===== Records provided
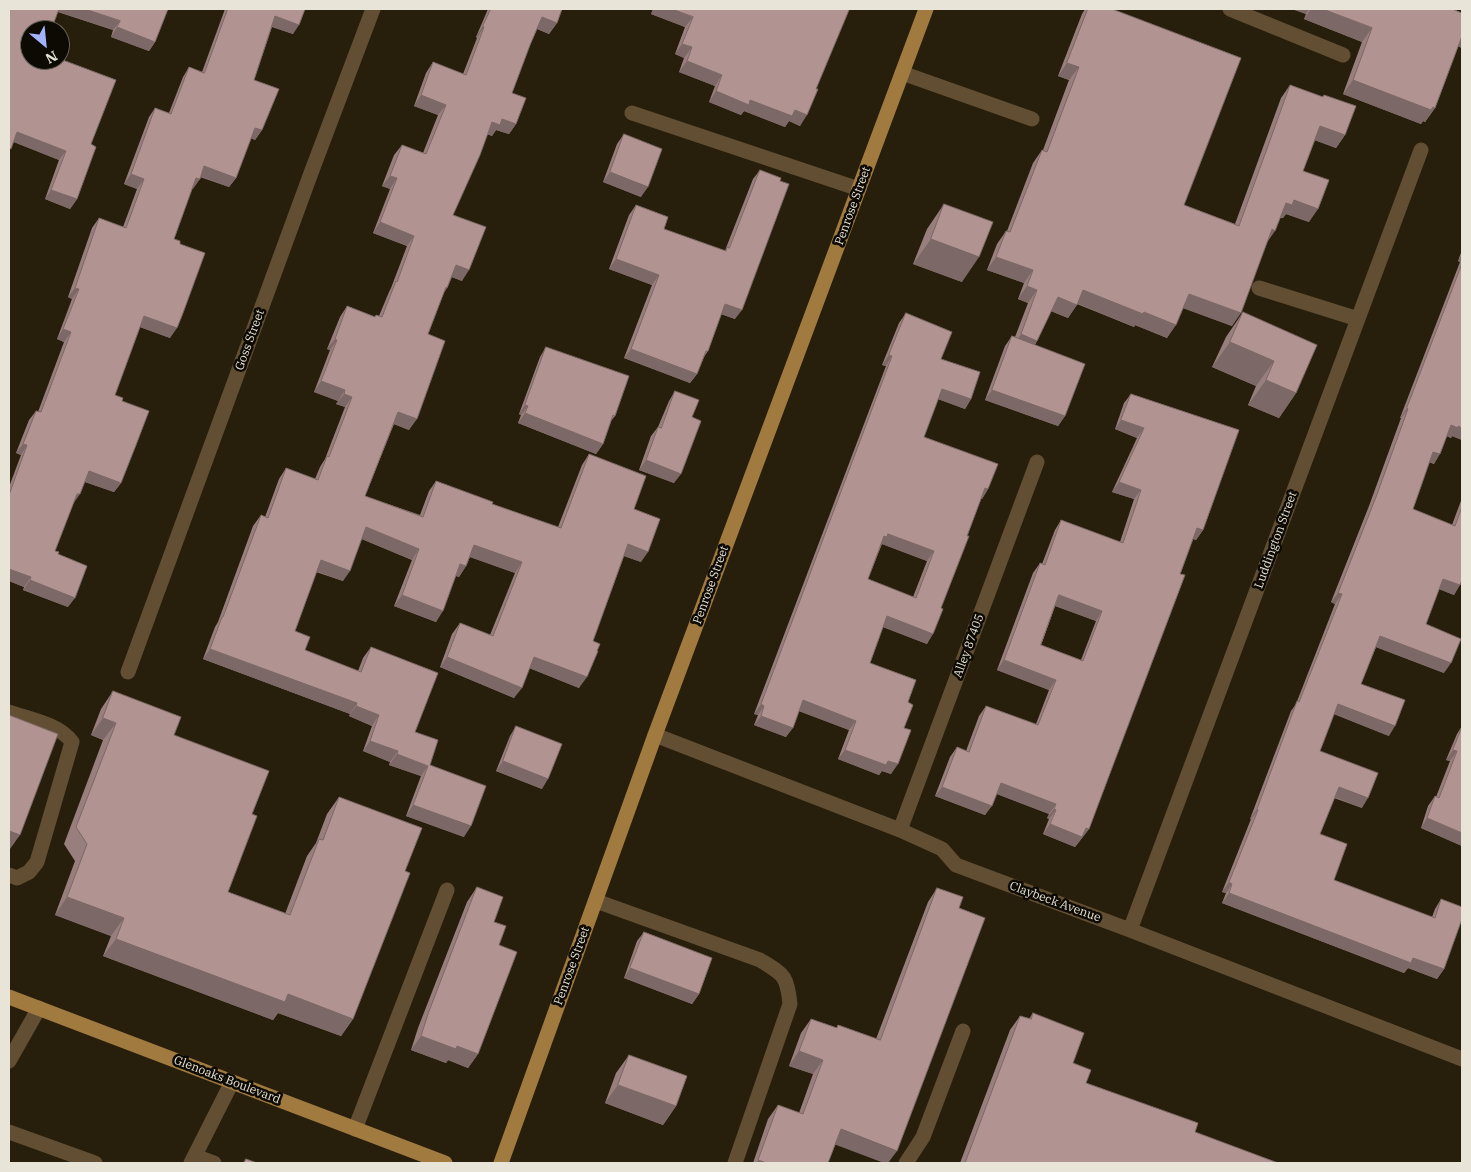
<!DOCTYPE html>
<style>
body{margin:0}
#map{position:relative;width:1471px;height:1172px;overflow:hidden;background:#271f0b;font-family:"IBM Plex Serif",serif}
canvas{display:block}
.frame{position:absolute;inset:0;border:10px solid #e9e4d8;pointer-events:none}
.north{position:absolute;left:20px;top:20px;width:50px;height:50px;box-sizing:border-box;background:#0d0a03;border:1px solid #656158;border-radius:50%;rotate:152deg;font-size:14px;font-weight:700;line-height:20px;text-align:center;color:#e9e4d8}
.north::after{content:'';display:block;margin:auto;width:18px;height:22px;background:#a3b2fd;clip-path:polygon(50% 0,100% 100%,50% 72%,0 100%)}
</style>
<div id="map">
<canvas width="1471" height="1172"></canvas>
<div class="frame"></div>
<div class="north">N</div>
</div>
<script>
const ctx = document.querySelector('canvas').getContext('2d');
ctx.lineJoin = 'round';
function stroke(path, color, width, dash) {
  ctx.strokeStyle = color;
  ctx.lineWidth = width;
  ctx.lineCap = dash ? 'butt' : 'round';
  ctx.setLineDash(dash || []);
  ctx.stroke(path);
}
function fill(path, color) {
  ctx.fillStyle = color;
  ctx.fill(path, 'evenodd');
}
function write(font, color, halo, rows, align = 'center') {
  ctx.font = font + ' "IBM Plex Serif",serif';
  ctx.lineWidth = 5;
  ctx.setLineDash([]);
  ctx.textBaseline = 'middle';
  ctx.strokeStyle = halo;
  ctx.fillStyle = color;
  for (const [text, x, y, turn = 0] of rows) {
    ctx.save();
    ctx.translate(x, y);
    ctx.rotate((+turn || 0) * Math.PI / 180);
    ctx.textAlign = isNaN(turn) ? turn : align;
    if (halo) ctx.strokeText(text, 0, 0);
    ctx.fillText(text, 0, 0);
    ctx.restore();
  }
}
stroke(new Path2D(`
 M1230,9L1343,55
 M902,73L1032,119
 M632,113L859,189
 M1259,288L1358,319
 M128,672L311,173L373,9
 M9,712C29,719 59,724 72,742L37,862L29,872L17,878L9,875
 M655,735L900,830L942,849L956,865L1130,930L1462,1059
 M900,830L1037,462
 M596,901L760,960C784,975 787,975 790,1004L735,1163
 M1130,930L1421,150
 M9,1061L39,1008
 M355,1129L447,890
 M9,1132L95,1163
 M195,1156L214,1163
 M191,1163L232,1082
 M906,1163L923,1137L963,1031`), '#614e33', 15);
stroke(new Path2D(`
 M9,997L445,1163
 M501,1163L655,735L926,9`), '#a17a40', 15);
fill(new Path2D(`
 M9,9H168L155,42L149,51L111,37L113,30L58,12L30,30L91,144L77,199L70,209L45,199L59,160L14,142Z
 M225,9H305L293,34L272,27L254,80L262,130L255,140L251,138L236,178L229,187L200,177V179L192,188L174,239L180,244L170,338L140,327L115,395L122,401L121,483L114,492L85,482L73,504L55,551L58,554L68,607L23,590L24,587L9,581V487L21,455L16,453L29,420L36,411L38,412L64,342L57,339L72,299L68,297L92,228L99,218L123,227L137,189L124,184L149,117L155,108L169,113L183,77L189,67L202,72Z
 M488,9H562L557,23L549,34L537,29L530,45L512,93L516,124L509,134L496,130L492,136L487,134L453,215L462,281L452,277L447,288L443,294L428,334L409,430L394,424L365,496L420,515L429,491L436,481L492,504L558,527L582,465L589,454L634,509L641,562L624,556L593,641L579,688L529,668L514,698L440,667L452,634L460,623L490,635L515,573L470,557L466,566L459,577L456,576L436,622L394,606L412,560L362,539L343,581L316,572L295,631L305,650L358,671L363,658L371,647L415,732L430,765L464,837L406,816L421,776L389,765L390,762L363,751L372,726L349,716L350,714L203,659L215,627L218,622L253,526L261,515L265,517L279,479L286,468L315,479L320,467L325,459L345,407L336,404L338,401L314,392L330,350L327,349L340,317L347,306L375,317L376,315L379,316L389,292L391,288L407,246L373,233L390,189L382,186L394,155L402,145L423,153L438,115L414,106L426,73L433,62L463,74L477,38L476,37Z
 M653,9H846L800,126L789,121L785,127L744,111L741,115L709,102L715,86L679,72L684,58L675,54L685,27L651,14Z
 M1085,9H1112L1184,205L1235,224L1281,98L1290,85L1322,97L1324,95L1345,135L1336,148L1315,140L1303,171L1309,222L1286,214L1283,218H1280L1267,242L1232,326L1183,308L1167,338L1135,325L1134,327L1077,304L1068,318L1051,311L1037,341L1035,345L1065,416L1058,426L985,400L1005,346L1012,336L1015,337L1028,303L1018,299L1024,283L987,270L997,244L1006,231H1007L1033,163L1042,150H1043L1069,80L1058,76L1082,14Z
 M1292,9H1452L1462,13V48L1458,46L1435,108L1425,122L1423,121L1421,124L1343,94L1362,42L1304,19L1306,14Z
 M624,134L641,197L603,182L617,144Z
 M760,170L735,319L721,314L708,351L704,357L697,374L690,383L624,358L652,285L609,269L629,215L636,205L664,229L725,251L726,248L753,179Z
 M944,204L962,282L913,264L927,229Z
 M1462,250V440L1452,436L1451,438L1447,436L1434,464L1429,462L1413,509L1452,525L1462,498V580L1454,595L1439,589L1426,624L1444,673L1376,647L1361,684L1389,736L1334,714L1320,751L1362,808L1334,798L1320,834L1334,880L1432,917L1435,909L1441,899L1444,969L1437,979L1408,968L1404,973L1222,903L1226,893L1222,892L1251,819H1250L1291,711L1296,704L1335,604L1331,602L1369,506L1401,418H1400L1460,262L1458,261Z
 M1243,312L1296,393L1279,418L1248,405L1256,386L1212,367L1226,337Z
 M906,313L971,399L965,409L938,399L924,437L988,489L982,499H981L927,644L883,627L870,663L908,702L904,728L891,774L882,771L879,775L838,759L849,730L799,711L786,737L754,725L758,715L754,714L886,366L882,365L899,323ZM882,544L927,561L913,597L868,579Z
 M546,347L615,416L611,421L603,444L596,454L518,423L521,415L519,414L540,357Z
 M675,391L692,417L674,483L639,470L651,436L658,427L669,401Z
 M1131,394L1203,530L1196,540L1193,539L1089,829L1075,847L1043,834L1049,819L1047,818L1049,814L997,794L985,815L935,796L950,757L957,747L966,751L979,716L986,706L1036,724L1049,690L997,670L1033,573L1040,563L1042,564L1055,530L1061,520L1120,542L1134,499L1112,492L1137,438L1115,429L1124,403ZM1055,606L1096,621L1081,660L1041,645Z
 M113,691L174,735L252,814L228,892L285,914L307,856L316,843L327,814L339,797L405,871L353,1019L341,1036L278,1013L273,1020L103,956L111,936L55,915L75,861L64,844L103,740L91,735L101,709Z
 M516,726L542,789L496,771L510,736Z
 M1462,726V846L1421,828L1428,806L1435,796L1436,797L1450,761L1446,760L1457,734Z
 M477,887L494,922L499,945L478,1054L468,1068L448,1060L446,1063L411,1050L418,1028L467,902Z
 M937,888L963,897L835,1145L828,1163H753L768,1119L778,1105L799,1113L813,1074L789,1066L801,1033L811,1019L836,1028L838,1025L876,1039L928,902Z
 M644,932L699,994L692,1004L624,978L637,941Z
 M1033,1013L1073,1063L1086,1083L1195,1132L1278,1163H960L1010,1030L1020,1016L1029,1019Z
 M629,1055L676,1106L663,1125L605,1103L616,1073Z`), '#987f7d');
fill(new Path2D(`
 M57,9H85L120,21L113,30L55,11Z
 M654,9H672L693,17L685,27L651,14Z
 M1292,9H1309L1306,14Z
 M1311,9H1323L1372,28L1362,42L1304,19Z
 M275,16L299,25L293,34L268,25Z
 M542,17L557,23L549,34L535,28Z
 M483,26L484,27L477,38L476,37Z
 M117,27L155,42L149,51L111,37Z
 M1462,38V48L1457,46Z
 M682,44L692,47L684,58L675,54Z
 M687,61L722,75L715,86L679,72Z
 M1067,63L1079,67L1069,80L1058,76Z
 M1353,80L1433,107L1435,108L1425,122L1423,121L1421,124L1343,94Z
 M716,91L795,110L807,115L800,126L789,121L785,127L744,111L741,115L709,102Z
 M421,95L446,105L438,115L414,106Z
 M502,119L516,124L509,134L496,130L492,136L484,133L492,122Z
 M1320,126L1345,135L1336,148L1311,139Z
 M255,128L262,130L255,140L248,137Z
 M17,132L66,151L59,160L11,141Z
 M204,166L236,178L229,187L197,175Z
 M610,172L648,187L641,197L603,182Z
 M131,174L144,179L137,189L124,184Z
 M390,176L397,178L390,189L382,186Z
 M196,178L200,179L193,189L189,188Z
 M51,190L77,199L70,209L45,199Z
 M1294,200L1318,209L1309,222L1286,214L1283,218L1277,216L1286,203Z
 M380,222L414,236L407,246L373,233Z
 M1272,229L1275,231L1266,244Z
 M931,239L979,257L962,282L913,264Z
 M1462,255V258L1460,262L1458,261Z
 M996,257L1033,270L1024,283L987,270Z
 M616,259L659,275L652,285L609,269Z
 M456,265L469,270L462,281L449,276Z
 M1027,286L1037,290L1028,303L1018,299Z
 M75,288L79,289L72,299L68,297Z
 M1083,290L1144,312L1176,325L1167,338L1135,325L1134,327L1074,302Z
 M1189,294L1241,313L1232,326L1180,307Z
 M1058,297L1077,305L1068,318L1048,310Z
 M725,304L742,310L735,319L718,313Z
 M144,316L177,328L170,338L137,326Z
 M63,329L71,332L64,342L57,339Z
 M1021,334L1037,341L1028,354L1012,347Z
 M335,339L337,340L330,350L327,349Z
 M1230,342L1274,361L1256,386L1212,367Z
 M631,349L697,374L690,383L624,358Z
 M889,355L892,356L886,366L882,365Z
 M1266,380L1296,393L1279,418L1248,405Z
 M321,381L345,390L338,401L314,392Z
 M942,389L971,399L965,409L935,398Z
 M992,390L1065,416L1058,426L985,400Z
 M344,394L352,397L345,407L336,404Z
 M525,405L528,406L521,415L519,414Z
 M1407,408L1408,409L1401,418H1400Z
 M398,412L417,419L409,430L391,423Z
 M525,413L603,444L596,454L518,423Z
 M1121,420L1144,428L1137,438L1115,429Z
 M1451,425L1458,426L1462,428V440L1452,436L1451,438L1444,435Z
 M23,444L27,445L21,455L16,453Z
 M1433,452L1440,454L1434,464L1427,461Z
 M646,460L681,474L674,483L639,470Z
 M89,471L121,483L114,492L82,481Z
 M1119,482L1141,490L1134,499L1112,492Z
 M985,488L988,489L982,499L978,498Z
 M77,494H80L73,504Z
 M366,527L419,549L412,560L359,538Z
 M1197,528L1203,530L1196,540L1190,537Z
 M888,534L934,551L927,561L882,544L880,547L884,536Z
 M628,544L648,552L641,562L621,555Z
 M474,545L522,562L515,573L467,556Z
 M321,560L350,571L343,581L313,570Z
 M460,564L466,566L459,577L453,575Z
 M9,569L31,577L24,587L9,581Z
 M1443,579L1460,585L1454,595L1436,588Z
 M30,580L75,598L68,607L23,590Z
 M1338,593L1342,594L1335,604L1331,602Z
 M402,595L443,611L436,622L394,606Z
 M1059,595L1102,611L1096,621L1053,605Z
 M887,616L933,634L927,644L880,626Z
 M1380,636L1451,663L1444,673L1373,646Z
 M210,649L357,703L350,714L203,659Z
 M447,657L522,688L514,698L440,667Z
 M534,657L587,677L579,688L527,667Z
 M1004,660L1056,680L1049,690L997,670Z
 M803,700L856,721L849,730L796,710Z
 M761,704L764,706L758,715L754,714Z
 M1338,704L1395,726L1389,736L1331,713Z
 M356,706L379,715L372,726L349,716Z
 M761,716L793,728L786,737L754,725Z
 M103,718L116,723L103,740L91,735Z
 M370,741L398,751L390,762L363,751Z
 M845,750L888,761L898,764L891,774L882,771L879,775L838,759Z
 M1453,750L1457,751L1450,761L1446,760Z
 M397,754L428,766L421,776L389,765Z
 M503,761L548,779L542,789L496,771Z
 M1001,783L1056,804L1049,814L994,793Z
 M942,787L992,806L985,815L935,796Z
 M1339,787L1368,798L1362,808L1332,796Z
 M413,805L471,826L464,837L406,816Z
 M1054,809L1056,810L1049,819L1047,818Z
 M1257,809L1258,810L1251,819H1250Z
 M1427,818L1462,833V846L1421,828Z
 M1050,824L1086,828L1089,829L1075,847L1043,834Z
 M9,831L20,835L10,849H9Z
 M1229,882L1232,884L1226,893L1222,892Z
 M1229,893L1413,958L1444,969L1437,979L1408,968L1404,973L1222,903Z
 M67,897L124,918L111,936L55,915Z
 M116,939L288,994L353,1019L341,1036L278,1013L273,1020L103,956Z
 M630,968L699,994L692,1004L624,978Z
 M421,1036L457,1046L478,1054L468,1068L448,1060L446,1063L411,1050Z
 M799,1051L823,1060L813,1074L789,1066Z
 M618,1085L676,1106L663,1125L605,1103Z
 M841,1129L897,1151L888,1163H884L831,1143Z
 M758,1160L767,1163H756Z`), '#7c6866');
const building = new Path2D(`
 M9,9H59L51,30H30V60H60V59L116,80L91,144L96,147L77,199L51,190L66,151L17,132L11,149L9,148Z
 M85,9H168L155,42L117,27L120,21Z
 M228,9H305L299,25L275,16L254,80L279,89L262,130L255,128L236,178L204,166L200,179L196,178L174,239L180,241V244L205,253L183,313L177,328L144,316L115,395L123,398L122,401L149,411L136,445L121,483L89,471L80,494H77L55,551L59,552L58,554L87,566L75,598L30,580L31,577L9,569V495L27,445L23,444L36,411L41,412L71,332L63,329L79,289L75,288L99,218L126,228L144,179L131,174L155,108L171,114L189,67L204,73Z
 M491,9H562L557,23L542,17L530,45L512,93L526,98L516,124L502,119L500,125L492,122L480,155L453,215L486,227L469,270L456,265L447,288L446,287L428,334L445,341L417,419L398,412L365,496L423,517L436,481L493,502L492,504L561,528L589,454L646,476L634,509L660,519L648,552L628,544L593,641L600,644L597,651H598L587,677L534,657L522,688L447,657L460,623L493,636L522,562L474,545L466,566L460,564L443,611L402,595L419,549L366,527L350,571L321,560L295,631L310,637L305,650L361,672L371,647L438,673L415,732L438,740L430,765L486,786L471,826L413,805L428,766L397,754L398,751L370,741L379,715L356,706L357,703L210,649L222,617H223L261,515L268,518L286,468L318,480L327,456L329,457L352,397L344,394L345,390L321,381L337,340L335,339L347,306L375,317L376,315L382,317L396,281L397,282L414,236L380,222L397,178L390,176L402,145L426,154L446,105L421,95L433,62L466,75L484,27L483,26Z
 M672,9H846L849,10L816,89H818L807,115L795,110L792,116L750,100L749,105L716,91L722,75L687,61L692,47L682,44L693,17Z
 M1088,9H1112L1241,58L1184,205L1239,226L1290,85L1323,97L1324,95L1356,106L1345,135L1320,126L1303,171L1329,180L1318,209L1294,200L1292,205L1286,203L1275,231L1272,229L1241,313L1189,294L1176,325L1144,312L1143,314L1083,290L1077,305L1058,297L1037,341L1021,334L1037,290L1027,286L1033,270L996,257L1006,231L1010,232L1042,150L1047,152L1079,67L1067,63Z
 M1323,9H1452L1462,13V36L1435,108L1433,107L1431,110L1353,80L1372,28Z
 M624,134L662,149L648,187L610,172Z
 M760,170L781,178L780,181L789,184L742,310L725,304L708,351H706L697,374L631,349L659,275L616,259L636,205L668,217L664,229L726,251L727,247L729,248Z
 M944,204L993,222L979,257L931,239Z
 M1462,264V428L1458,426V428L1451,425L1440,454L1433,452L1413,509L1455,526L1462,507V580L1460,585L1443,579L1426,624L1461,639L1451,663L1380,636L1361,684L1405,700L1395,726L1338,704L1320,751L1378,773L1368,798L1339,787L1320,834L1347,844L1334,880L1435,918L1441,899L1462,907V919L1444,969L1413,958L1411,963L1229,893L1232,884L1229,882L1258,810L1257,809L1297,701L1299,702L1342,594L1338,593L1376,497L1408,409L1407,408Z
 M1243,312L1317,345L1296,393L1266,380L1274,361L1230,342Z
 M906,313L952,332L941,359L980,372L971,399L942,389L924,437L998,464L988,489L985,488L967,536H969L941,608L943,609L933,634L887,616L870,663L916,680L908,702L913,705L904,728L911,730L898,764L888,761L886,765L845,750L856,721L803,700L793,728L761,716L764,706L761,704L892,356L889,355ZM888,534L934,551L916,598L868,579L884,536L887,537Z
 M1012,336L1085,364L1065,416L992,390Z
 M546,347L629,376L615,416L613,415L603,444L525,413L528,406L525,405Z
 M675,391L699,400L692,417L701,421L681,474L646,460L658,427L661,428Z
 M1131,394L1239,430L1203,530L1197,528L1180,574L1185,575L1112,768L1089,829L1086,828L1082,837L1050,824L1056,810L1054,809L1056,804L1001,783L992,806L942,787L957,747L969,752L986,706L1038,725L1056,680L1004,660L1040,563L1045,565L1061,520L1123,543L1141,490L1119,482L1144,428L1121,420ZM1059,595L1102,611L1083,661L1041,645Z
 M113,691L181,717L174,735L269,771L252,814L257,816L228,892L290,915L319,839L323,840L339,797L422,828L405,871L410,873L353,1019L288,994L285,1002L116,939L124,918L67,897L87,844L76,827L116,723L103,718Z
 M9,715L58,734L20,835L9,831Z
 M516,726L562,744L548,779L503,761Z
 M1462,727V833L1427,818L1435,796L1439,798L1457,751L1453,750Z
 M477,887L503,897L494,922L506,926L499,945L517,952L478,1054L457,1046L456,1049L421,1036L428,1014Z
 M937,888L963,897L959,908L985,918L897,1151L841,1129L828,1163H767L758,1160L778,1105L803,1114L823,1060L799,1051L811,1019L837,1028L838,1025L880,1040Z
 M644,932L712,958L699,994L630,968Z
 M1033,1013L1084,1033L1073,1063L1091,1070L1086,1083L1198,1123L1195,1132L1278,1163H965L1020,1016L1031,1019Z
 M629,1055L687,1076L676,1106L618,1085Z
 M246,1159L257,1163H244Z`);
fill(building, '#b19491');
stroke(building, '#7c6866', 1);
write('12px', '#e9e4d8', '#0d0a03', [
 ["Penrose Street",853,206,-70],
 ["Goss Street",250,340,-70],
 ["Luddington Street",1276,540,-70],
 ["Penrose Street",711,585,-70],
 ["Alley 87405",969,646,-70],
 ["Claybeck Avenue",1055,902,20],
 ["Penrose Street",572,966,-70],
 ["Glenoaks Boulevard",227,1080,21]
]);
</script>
==========
> _Exercise_
Take from the listing above each line that contains the string "setLineDash".

> _Task solution_
  ctx.setLineDash(dash || []);
  ctx.setLineDash([]);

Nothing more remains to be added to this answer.